He’d tried plenty of things to help pass the time. He played solitaire until he found himself almost homicidal when a three of clubs refused to reveal itself. The book of crosswords had been abandoned at page nine, after he’d expressed his frustration by inserting every obscene word he could think of, whether they fit the grid or not. And his songwriting attempts had never got any further than I woke up this morning before he started salivating for bacon sandwiches and brown sauce. He’d tried sketching out a storyboard for a film project of his own but, unfortunately, Charlie had caught sight of it one night, and now he kept suggesting Ken should remake a couple of Maeve Binchy’s classic stories. Charlie even suggested casting and the songs for the soundtrack. Much as he liked the old codger, Ken now found it less teeth-grinding to keep that work for the privacy of his own room. So he was back to nothing but the screens for distraction.

There was a small yard at the back of one of the restaurants where the waiters came out to smoke. It was plumb in the middle of Ken’s central screen. This one was a French bistro, which meant the prices were too high for his student pocket. Spare a coin for a sandwich, sir? He didn’t have sound as well as a view, but he watched the way the waiting staff nodded to each other, laughed, shared matches for the ciggies. There wasn’t much space to move around in the yard, because the wall between the restaurant and the next-door dry cleaners was covered almost entirely with huge, shoulder-high recycling and waste bins. The waiters leaned against the bins or scuffed their shoes on them. Sometimes the chef opened the door from the restaurant and yelled at them to get their arses back to work. Well, Ken couldn’t actually hear the words, but the chef’s face looked flushed and impatient—even in grainy black-and-white—and Ken’s imagination supplied the language. Although the waiters rolled their eyes and mimicked his gestures as soon as he turned his back, they usually stubbed out the cigarettes quickly and shuffled back indoors.

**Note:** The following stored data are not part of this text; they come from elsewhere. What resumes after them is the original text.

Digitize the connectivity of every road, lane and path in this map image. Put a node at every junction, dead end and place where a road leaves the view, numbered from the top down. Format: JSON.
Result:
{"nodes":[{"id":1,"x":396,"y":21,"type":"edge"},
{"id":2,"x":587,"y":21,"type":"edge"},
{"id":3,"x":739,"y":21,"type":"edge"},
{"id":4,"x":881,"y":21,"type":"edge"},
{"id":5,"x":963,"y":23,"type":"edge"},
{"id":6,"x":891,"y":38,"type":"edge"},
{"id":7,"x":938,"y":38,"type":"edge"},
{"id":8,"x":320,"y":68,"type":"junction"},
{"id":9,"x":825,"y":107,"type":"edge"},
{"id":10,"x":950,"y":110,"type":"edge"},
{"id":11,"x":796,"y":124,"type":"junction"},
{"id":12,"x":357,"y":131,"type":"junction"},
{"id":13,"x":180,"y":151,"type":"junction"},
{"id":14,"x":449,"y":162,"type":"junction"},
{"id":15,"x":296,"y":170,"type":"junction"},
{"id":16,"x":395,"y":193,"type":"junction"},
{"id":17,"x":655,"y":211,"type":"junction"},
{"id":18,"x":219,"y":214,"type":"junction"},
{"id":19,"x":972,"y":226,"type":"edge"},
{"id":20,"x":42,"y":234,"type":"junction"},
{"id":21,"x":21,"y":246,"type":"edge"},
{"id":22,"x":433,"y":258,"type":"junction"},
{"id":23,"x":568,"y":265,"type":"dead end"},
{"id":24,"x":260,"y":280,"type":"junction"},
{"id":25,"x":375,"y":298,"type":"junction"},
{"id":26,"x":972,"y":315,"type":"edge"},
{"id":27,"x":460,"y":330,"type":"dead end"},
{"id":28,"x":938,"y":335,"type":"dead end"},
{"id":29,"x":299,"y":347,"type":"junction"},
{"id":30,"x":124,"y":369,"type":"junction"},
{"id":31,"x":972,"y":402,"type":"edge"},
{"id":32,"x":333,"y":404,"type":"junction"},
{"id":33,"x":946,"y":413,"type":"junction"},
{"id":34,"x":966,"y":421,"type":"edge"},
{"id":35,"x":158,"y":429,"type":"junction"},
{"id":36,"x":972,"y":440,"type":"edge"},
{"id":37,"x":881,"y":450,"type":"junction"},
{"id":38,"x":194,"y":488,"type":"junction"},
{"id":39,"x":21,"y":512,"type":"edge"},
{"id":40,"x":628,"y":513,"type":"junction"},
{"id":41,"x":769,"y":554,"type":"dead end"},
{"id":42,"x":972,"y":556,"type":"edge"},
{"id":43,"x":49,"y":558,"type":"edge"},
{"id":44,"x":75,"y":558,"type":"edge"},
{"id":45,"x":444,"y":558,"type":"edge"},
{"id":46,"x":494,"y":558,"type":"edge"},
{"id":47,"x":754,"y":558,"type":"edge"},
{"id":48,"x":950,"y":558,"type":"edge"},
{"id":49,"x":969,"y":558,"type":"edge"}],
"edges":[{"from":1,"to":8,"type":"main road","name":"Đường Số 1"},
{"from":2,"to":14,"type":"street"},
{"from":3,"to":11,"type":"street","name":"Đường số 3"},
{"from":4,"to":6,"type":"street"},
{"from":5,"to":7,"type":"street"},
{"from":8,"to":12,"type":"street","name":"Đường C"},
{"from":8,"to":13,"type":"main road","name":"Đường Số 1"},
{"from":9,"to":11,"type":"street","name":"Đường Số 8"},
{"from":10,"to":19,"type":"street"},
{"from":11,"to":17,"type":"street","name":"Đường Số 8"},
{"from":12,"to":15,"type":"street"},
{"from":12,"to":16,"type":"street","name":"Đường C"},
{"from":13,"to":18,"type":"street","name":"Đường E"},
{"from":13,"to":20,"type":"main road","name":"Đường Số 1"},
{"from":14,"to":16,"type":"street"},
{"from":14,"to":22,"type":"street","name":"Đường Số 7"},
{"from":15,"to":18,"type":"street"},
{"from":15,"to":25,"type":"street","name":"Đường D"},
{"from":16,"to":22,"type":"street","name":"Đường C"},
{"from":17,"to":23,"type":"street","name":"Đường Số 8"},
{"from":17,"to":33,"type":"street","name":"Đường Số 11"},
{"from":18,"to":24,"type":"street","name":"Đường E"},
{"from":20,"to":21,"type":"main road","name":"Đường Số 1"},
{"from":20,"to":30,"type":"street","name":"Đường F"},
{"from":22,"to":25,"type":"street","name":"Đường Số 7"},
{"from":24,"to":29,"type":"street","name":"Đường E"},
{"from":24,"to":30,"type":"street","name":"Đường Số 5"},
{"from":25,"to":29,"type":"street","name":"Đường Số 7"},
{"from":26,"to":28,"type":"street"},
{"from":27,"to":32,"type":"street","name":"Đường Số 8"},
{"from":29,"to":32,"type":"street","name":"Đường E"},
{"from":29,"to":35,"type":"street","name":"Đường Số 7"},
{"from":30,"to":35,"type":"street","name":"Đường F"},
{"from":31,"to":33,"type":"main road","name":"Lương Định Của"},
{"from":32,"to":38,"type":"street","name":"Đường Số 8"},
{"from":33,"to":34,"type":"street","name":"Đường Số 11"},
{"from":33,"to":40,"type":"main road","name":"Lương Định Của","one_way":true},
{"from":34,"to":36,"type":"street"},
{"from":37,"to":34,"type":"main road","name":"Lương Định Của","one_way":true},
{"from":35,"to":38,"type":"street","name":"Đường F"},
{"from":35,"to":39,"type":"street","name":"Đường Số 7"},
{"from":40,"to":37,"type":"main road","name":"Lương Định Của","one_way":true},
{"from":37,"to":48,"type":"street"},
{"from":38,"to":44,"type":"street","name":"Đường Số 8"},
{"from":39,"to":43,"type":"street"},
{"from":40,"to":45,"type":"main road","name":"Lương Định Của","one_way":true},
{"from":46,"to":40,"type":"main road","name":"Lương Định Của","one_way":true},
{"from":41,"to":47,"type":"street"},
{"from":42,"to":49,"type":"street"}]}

Sometimes Ken saw them leaving at the end of their shift from a gate at the farthest point of the yard. It was a shortcut back to the housing estate across the ring road. He had to imagine the gate, because it was out of view of the camera, but the waiters would tumble out of the back door with their coats on and backpacks slung over their shoulders, waving and joking with the new shift who were taking over. The place did breakfasts too. Didn’t it ever close?

He’d noticed a group of friends who seemed to work and travel everywhere together—a cluster of students like him, presumably, all dressed in similar hoodies and jeans; two men who were obviously a romantic couple; a mother and daughter who still had a smile for each other after a long night in the kitchen.

Ken grimaced. So it had come to this—he was getting familiar with the monochrome faces of people he’d never meet in real life, probably didn’t want to meet, and who probably wouldn’t want to meet him. He didn’t think of them as friends, did he? That’s what his other good mate Robbie said when Ken shared some of his stories at the pub. “You’re not mates with these people, Kenny. That’d be bloody weird.” Everyone around the table agreed with Robbie. In fact, Ken laughed and agreed too.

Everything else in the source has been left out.